Every large graph with 2n+1 vertices and n squared plus n plus one edges has two equal-degree vertices joined by an odd-length path.

A machine-rendered reading of the paper's core claim, the machinery that carries it, and where it could break.

This paper confirms a conjecture extending the Erdős-Hajnal problem from paths of length three to any fixed odd length. It proves that when a graph on 2n+1 vertices has n squared plus n plus one edges, and n is large, it must contain two vertices of the same degree connected by a path of that odd length. The result is interesting because the edge number is tight, as the balanced complete bipartite graph attains it but only allows even-length paths between equal-degree vertices. This shows the forced structure is not limited to short paths.

Core claim

We confirm their conjecture that for every fixed odd integer ℓ ≥ 3 and all sufficiently large n, every (2n+1)-vertex graph with n² + n + 1 edges contains two vertices of equal degree that are connected by a path of length ℓ.

What carries the argument

The complete bipartite graph K_{n,n+1} serves as the extremal example achieving the maximum edges without creating an odd-length path between equal-degree vertices, and the argument shows that any graph with this many edges must deviate in a way that creates such a path.

If this is right

The conjecture holds for every odd length ℓ at least 3 when n is large.
The same edge bound suffices for longer paths as for length 3.
Graphs exceeding this edge count are guaranteed the property for all large n.
Only the bipartite construction avoids the conclusion for each fixed odd ℓ.

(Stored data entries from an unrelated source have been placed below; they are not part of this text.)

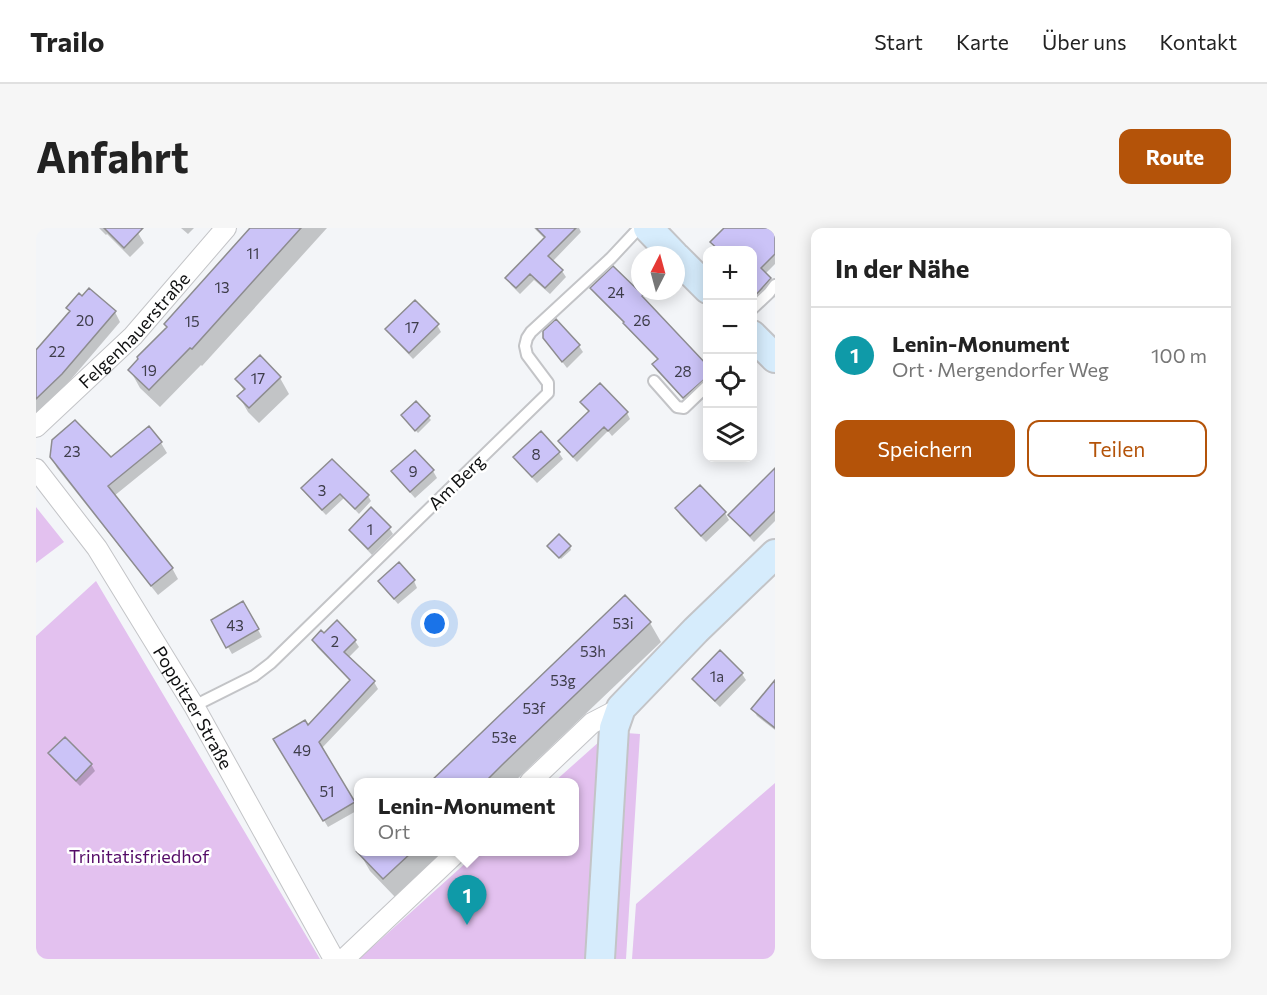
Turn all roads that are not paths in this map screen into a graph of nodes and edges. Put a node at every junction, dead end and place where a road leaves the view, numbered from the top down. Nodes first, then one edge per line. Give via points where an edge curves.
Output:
1 (226, 228) edge
2 (639, 228) edge
3 (648, 228) edge
4 (665, 246) edge
5 (685, 266) edge
6 (703, 284) edge
7 (775, 285) edge
8 (757, 305) edge
9 (654, 381) dead end
10 (703, 390) edge
11 (36, 427) edge
12 (36, 469) edge
13 (775, 554) edge
14 (194, 706) junction
15 (621, 708) junction
16 (535, 778) edge
17 (453, 856) edge
18 (334, 959) edge
19 (344, 959) edge
20 (600, 959) edge

1 - 11 street, Felgenhauerstraße via 134,336
2 - 14 lane, Am Berg via 527,338 527,355 548,383 548,393 271,663 254,676
3 - 4 main road
5 - 6 main road
7 - 8 lane
9 - 10 lane via 677,406 684,408
12 - 14 street, Poppitzer Straße via 97,548
13 - 15 main road
14 - 18 street, Poppitzer Straße
15 - 16 street via 592,723
15 - 20 main road via 614,728
17 - 19 street

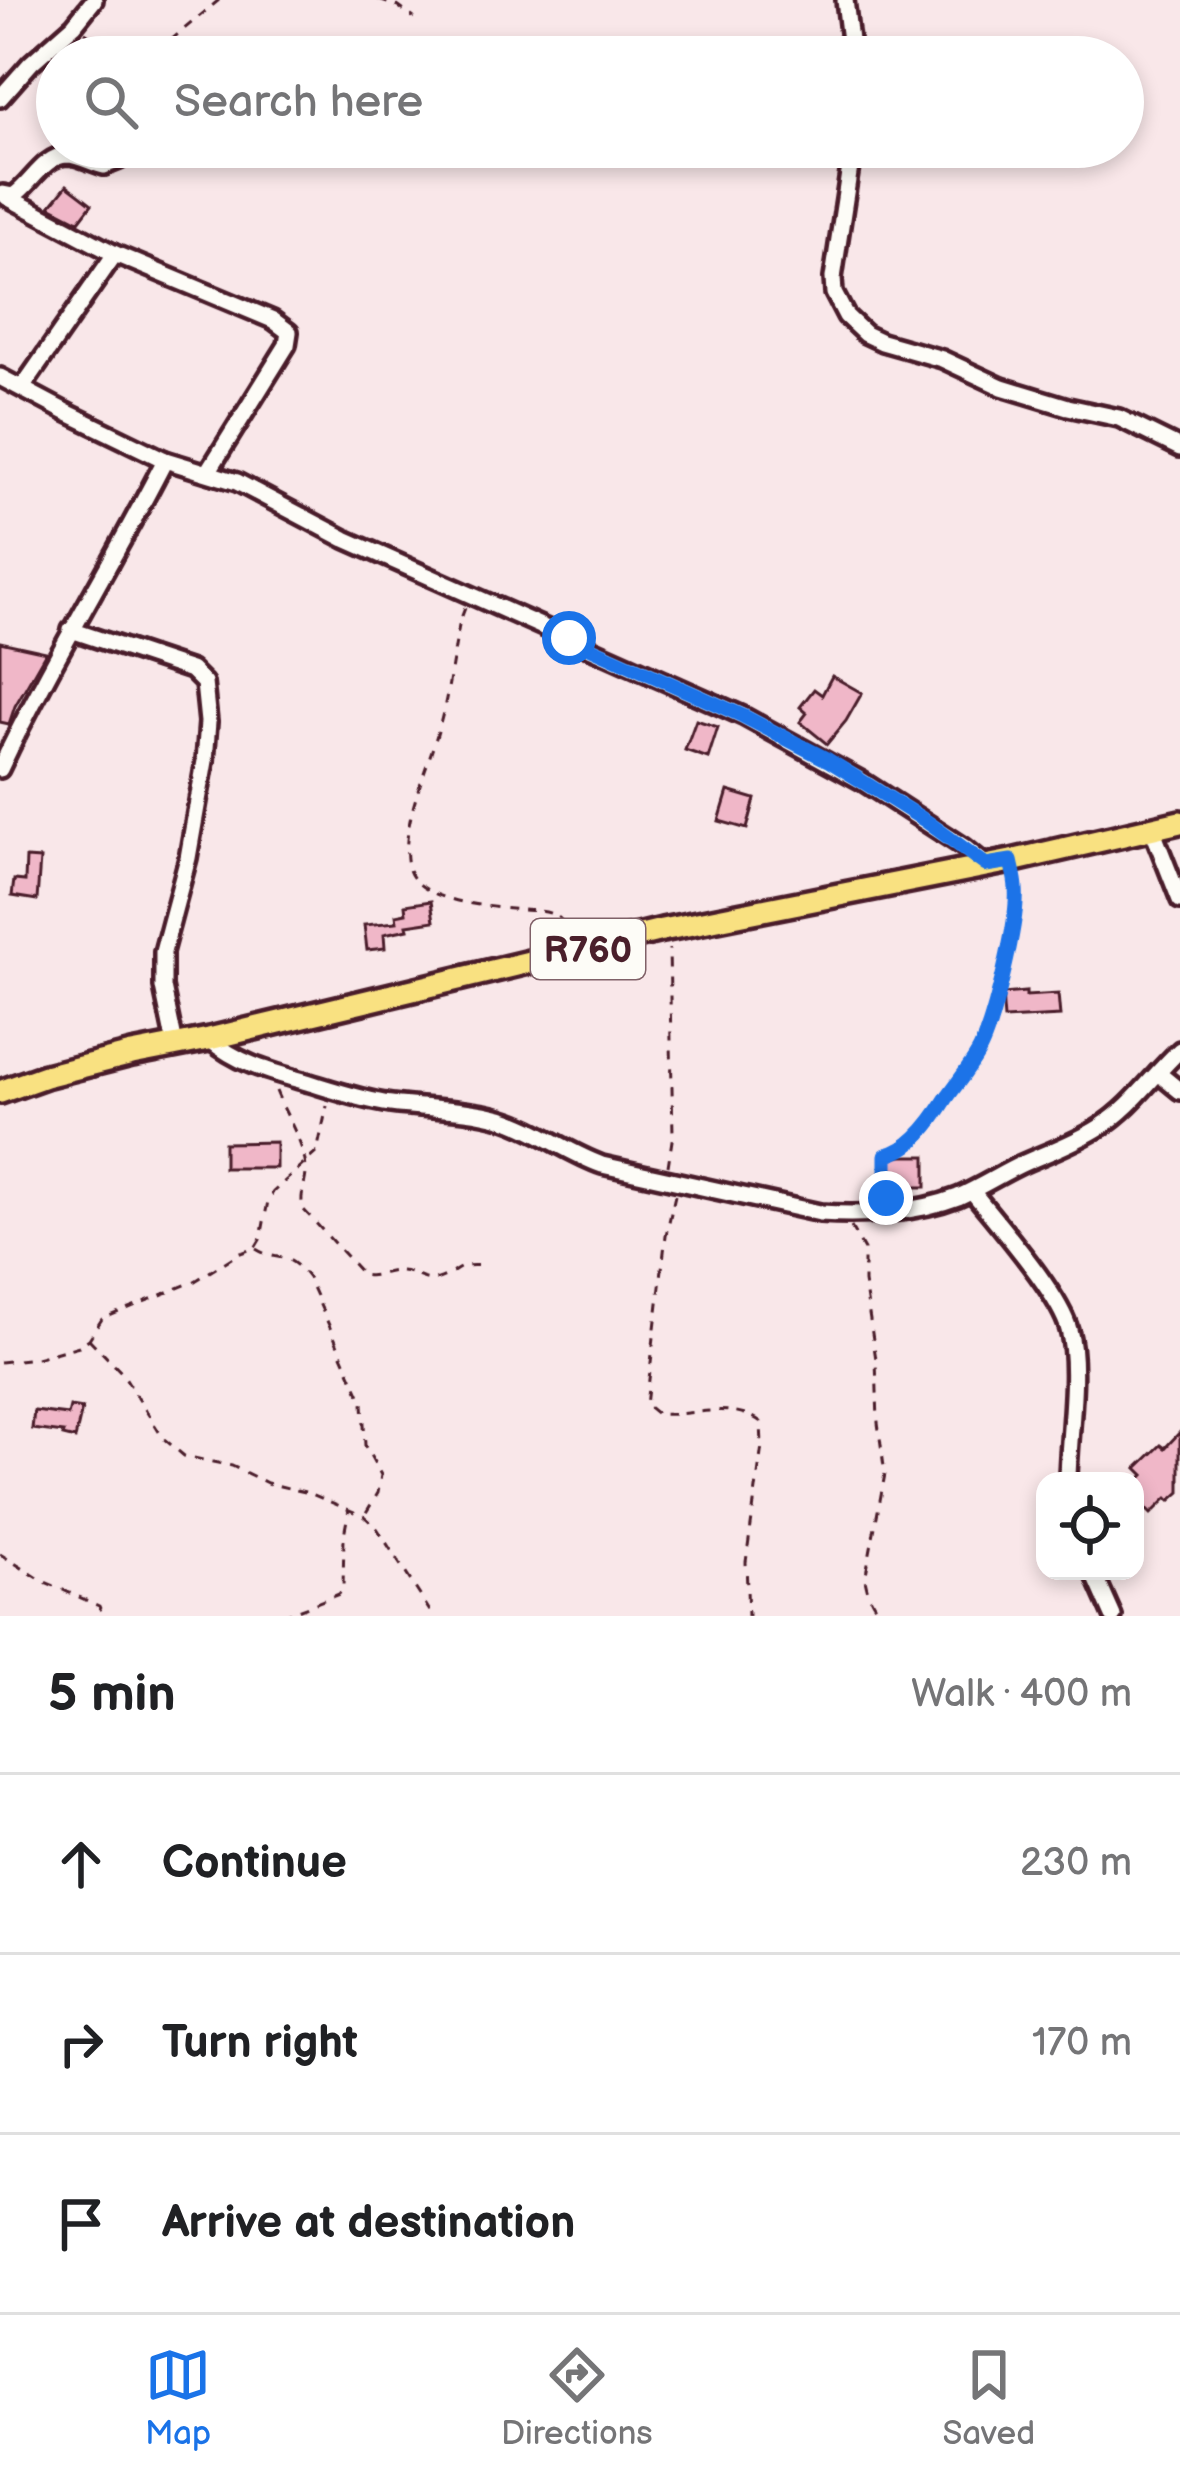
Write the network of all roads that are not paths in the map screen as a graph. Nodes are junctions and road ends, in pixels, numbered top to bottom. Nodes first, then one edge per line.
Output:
1 (94, 0) edge
2 (845, 0) edge
3 (62, 36) edge
4 (849, 36) edge
5 (36, 59) edge
6 (0, 98) edge
7 (42, 168) edge
8 (850, 168) edge
9 (4, 195) edge
10 (116, 254) junction
11 (0, 377) edge
12 (22, 388) junction
13 (1180, 448) edge
14 (165, 460) junction
15 (208, 472) junction
16 (71, 630) junction
17 (0, 769) edge
18 (1180, 822) edge
19 (1152, 829) junction
20 (986, 865) junction
21 (1180, 900) edge
22 (209, 1039) junction
23 (175, 1045) junction
24 (1180, 1050) edge
25 (1157, 1073) junction
26 (1180, 1091) edge
27 (0, 1092) edge
28 (972, 1191) junction
29 (1068, 1472) edge
30 (1097, 1580) edge
31 (1113, 1616) edge

1 - 3 street
2 - 4 street
5 - 6 street
7 - 9 street
8 - 13 street
9 - 10 street
10 - 12 street
10 - 15 street
11 - 12 street
12 - 14 street
14 - 15 street
14 - 16 street
15 - 20 street
16 - 17 street
16 - 23 street
18 - 19 main road, R760
19 - 20 main road, R760
19 - 21 street
20 - 22 main road, R760
22 - 23 main road, R760
22 - 28 street
23 - 27 main road, R760
24 - 25 street
25 - 26 street
25 - 28 street
28 - 29 street
30 - 31 street

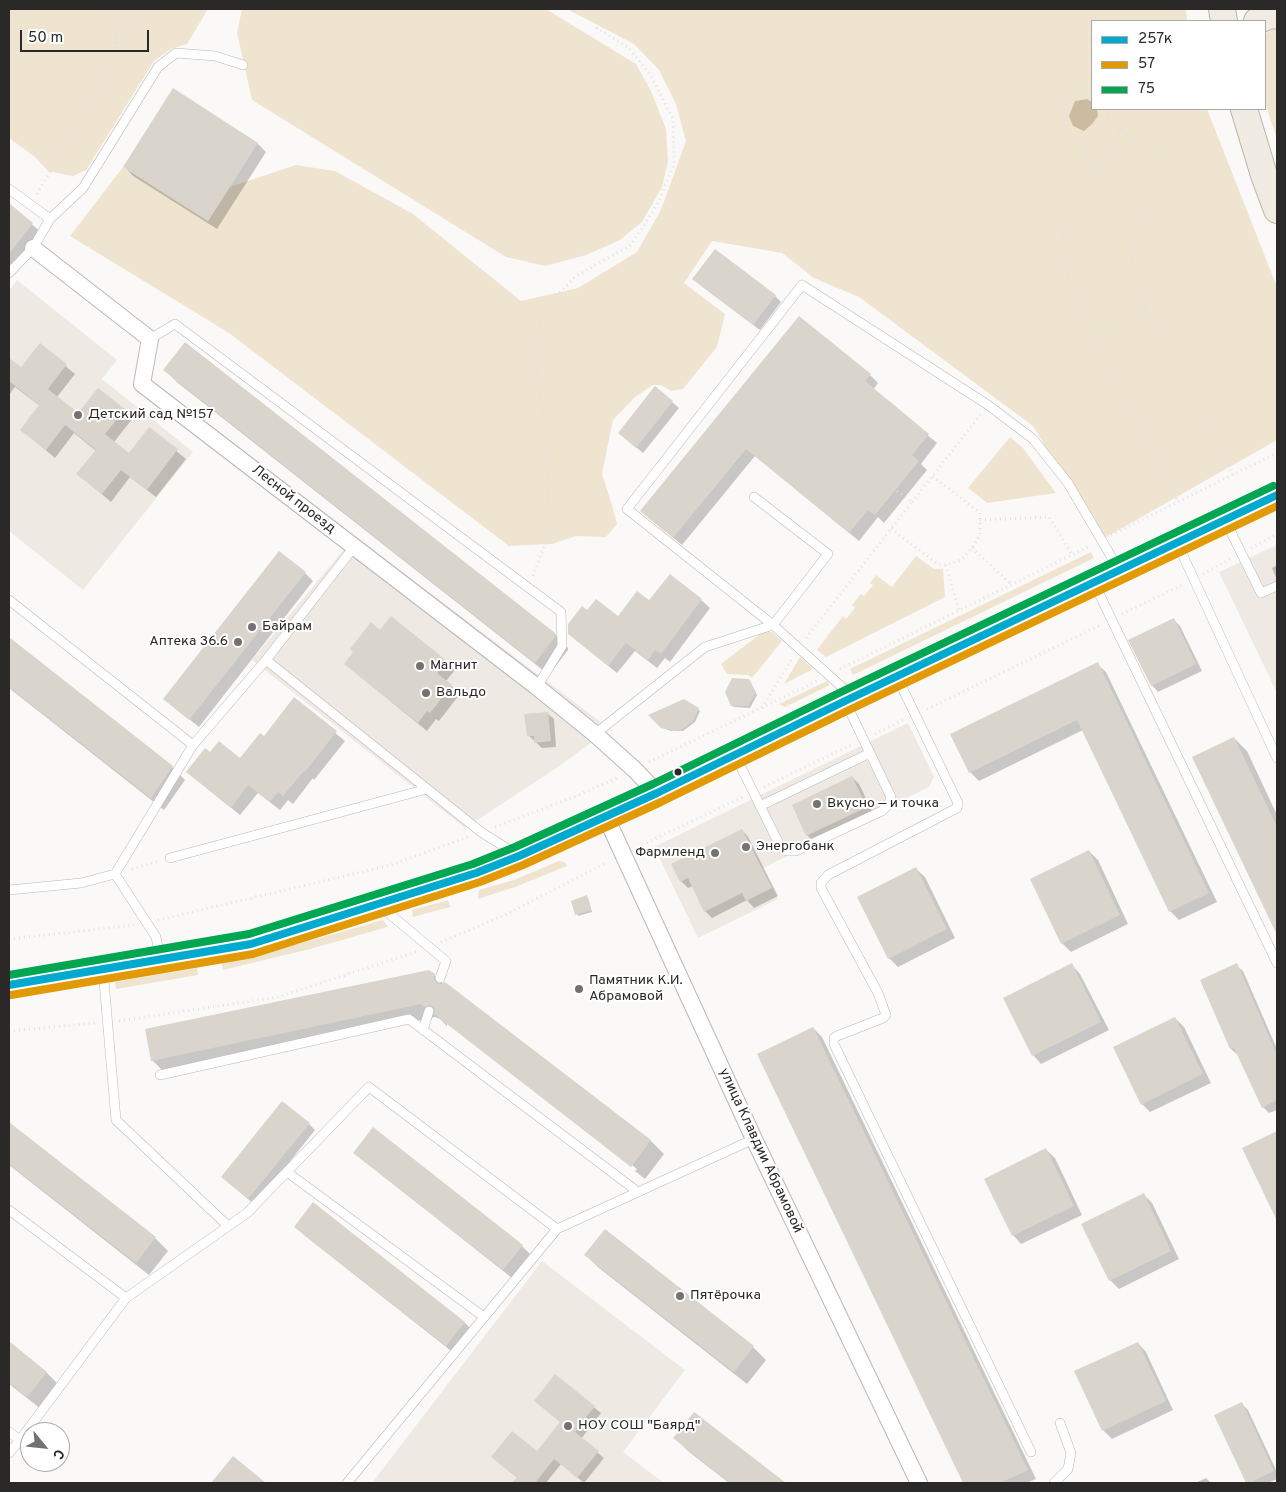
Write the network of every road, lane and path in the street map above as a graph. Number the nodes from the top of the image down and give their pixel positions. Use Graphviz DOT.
graph roads {
  1 [pos="118,9"];
  2 [pos="145,9"];
  3 [pos="602,9"];
  4 [pos="1277,15"];
  5 [pos="1259,20"];
  6 [pos="115,59"];
  7 [pos="243,65"];
  8 [pos="1091,92"];
  9 [pos="1104,110"];
  10 [pos="1244,110"];
  11 [pos="1107,118"];
  12 [pos="1121,130"];
  13 [pos="1082,150"];
  14 [pos="1096,170"];
  15 [pos="9,189"];
  16 [pos="31,205"];
  17 [pos="1277,210"];
  18 [pos="50,219"];
  19 [pos="33,248"];
  20 [pos="9,273"];
  21 [pos="1147,308"];
  22 [pos="1091,335"];
  23 [pos="150,339"];
  24 [pos="988,405"];
  25 [pos="1277,453"];
  26 [pos="1233,475"];
  27 [pos="932,476"];
  28 [pos="896,490"];
  29 [pos="1277,495"];
  30 [pos="754,497"];
  31 [pos="912,502"];
  32 [pos="1178,502"];
  33 [pos="980,520"];
  34 [pos="1225,520"];
  35 [pos="891,529"];
  36 [pos="1277,534"];
  37 [pos="1101,540"];
  38 [pos="1177,543"];
  39 [pos="354,547"];
  40 [pos="972,548"];
  41 [pos="1242,553"];
  42 [pos="1072,555"];
  43 [pos="946,565"];
  44 [pos="1120,571"];
  45 [pos="1194,579"];
  46 [pos="1094,583"];
  47 [pos="1012,585"];
  48 [pos="1277,586"];
  49 [pos="528,588"];
  50 [pos="1176,588"];
  51 [pos="9,600"];
  52 [pos="959,611"];
  53 [pos="773,625"];
  54 [pos="798,648"];
  55 [pos="266,660"];
  56 [pos="828,675"];
  57 [pos="897,677"];
  58 [pos="536,687"];
  59 [pos="849,699"];
  60 [pos="595,734"];
  61 [pos="193,745"];
  62 [pos="870,753"];
  63 [pos="735,755"];
  64 [pos="1277,758"];
  65 [pos="427,789"];
  66 [pos="657,793"];
  67 [pos="760,806"];
  68 [pos="532,814"];
  69 [pos="606,817"];
  70 [pos="481,832"];
  71 [pos="518,856"];
  72 [pos="170,858"];
  73 [pos="606,863"];
  74 [pos="115,874"];
  75 [pos="9,890"];
  76 [pos="377,904"];
  77 [pos="147,922"];
  78 [pos="9,939"];
  79 [pos="429,947"];
  80 [pos="160,959"];
  81 [pos="1277,963"];
  82 [pos="103,969"];
  83 [pos="440,978"];
  84 [pos="9,984"];
  85 [pos="429,1010"];
  86 [pos="108,1022"];
  87 [pos="423,1030"];
  88 [pos="9,1031"];
  89 [pos="160,1075"];
  90 [pos="754,1139"];
  91 [pos="286,1172"];
  92 [pos="638,1192"];
  93 [pos="9,1210"];
  94 [pos="228,1226"];
  95 [pos="556,1229"];
  96 [pos="126,1298"];
  97 [pos="484,1317"];
  98 [pos="33,1422"];
  99 [pos="1060,1424"];
  100 [pos="9,1432"];
  101 [pos="20,1440"];
  102 [pos="1031,1452"];
  103 [pos="9,1453"];
  104 [pos="348,1483"];
  105 [pos="919,1483"];
  106 [pos="1054,1483"];
  1 -- 6 [label="path"];
  2 -- 6 [label="path"];
  3 -- 49 [label="path"];
  4 -- 5 [label="main road"];
  6 -- 16 [label="path"];
  7 -- 18 [label="lane"];
  8 -- 13 [label="path"];
  9 -- 11 [label="path"];
  10 -- 17 [label="main road"];
  11 -- 12 [label="path"];
  11 -- 13 [label="path"];
  12 -- 14 [label="path"];
  12 -- 21 [label="path"];
  13 -- 14 [label="path"];
  14 -- 22 [label="path"];
  15 -- 16 [label="lane"];
  16 -- 18 [label="lane"];
  18 -- 19 [label="lane"];
  19 -- 20 [label="lane"];
  19 -- 23 [label="street"];
  21 -- 22 [label="path"];
  21 -- 26 [label="path"];
  22 -- 32 [label="path"];
  23 -- 39 [label="street, Лесной проезд"];
  23 -- 49 [label="lane"];
  24 -- 27 [label="path"];
  24 -- 37 [label="lane"];
  24 -- 53 [label="lane"];
  25 -- 26 [label="path"];
  26 -- 32 [label="path"];
  27 -- 31 [label="path"];
  27 -- 33 [label="path"];
  28 -- 31 [label="path"];
  29 -- 34 [label="main road"];
  30 -- 53 [label="lane"];
  31 -- 35 [label="path"];
  32 -- 37 [label="path"];
  33 -- 40 [label="path"];
  33 -- 42 [label="path"];
  34 -- 38 [label="main road"];
  34 -- 41 [label="lane"];
  35 -- 43 [label="path"];
  35 -- 54 [label="path"];
  36 -- 41 [label="path"];
  37 -- 42 [label="path"];
  37 -- 44 [label="lane"];
  38 -- 44 [label="main road"];
  38 -- 45 [label="lane"];
  39 -- 55 [label="lane"];
  39 -- 58 [label="street, Лесной проезд"];
  40 -- 43 [label="path"];
  40 -- 47 [label="path"];
  41 -- 45 [label="path"];
  41 -- 48 [label="lane"];
  42 -- 47 [label="path"];
  43 -- 52 [label="path"];
  44 -- 46 [label="main road"];
  45 -- 50 [label="path"];
  45 -- 64 [label="lane"];
  46 -- 57 [label="main road"];
  46 -- 81 [label="lane"];
  47 -- 52 [label="path"];
  49 -- 58 [label="lane"];
  51 -- 61 [label="lane"];
  52 -- 56 [label="path"];
  53 -- 54 [label="lane"];
  53 -- 60 [label="lane"];
  54 -- 56 [label="lane"];
  54 -- 56 [label="path"];
  55 -- 61 [label="lane"];
  55 -- 65 [label="lane"];
  56 -- 59 [label="lane"];
  57 -- 59 [label="main road"];
  57 -- 102 [label="lane"];
  58 -- 60 [label="street, Лесной проезд"];
  59 -- 62 [label="lane"];
  59 -- 63 [label="main road"];
  60 -- 66 [label="street, Лесной проезд"];
  61 -- 74 [label="lane"];
  62 -- 67 [label="lane"];
  62 -- 67 [label="lane"];
  63 -- 66 [label="main road"];
  63 -- 67 [label="lane"];
  65 -- 70 [label="lane"];
  65 -- 72 [label="lane"];
  66 -- 69 [label="main road"];
  68 -- 70 [label="path"];
  69 -- 71 [label="main road"];
  69 -- 90 [label="street, улица Клавдии Абрамовой"];
  70 -- 71 [label="lane"];
  70 -- 77 [label="path"];
  71 -- 76 [label="main road"];
  72 -- 74 [label="path"];
  73 -- 79 [label="path"];
  74 -- 75 [label="lane"];
  74 -- 77 [label="lane"];
  76 -- 79 [label="lane"];
  76 -- 80 [label="main road"];
  77 -- 78 [label="path"];
  77 -- 80 [label="lane"];
  79 -- 83 [label="lane"];
  79 -- 86 [label="path"];
  80 -- 82 [label="main road"];
  82 -- 84 [label="main road"];
  82 -- 86 [label="lane"];
  85 -- 87 [label="lane"];
  86 -- 88 [label="path"];
  86 -- 94 [label="lane"];
  87 -- 89 [label="lane"];
  87 -- 92 [label="lane"];
  90 -- 92 [label="lane"];
  90 -- 105 [label="street, улица Клавдии Абрамовой"];
  91 -- 94 [label="lane"];
  91 -- 95 [label="lane"];
  91 -- 97 [label="lane"];
  92 -- 95 [label="lane"];
  93 -- 96 [label="lane"];
  94 -- 96 [label="lane"];
  95 -- 97 [label="lane"];
  96 -- 98 [label="lane"];
  97 -- 104 [label="lane"];
  99 -- 106 [label="lane"];
  100 -- 101 [label="lane"];
  101 -- 103 [label="lane"];
}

Where Pith is reading between the lines

These are editorial extensions of the paper, not claims the author makes directly.

The proof technique might extend to even path lengths with a different edge threshold.
Similar forcing results could apply to other distance conditions or to multiple paths.
Small values of n could be checked separately to determine the exact threshold for each ℓ.
This generalizes the understanding of how edge density controls degree and connectivity properties in graphs.

Load-bearing premise

The statement requires n to be large enough for the proof's asymptotic techniques to guarantee the existence of the path.

What would settle it

A specific counterexample for a large n would be a (2n+1)-vertex graph with exactly n² + n + 1 edges that has no path of length ℓ connecting any two vertices of equal degree.

Figures

Figures reproduced from arXiv: 2605.03825 by Mei Lu, Xiamiao Zhao, Yichen Wang.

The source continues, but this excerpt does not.